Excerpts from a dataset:
------------------------------------------------------------------------

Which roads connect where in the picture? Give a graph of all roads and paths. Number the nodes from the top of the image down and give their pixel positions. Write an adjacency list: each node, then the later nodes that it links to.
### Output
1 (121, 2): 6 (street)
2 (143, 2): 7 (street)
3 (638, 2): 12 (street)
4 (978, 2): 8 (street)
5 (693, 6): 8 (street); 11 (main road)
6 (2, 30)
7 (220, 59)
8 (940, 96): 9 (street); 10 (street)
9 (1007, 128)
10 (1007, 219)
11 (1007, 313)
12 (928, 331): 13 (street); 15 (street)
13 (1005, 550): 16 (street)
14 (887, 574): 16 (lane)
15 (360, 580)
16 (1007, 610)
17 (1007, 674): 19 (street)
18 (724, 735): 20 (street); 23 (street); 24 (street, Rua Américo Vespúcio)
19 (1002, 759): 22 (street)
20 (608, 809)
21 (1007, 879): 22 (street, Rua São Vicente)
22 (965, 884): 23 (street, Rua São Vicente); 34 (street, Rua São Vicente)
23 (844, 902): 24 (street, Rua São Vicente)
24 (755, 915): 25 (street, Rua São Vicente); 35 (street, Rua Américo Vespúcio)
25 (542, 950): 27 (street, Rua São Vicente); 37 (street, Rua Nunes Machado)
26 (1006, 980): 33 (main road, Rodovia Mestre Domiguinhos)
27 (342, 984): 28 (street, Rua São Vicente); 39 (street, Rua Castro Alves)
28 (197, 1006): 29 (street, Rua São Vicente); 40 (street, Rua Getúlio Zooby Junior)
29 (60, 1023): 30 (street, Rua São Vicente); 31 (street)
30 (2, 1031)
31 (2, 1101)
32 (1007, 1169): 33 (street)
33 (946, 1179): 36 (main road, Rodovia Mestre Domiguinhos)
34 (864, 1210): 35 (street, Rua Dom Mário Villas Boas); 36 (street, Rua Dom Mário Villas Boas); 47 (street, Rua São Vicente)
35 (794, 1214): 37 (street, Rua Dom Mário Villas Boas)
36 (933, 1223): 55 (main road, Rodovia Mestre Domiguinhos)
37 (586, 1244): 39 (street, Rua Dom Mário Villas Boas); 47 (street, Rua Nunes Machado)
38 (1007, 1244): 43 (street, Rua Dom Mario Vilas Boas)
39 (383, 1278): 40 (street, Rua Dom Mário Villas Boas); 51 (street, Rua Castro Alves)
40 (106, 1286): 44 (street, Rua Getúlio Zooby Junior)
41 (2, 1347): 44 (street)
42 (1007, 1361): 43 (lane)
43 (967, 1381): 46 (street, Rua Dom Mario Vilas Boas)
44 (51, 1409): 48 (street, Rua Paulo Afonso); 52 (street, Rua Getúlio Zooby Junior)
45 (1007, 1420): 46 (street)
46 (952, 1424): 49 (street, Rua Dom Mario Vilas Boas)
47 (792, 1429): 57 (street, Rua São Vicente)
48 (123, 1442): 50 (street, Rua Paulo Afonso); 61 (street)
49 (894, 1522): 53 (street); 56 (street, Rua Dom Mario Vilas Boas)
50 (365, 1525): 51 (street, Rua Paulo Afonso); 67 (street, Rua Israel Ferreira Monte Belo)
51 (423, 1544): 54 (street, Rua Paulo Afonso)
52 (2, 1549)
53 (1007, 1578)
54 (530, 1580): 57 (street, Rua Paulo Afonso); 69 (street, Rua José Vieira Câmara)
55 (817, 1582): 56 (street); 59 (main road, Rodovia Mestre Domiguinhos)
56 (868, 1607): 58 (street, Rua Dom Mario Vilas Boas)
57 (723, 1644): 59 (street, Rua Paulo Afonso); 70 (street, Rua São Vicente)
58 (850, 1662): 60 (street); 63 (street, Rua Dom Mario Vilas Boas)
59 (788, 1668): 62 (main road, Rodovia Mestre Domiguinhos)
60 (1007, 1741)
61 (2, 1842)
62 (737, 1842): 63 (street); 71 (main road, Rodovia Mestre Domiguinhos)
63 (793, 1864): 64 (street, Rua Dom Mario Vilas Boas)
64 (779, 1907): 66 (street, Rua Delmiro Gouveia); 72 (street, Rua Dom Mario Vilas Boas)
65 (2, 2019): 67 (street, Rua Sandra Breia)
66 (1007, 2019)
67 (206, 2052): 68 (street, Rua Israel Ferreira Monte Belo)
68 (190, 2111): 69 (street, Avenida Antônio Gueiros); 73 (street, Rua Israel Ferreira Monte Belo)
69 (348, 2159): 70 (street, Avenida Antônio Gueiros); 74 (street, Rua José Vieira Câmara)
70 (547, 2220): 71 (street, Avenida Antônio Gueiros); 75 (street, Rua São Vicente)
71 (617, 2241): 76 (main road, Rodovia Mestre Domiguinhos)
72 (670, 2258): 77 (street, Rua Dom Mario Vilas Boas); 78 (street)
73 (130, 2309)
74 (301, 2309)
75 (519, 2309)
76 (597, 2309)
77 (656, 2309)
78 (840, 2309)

------------------------------------------------------------------------

[Task requirements]:
Go through the entries and return each line where the word "Belo" occurs.

[Expected output]:
50 (365, 1525): 51 (street, Rua Paulo Afonso); 67 (street, Rua Israel Ferreira Monte Belo)
67 (206, 2052): 68 (street, Rua Israel Ferreira Monte Belo)
68 (190, 2111): 69 (street, Avenida Antônio Gueiros); 73 (street, Rua Israel Ferreira Monte Belo)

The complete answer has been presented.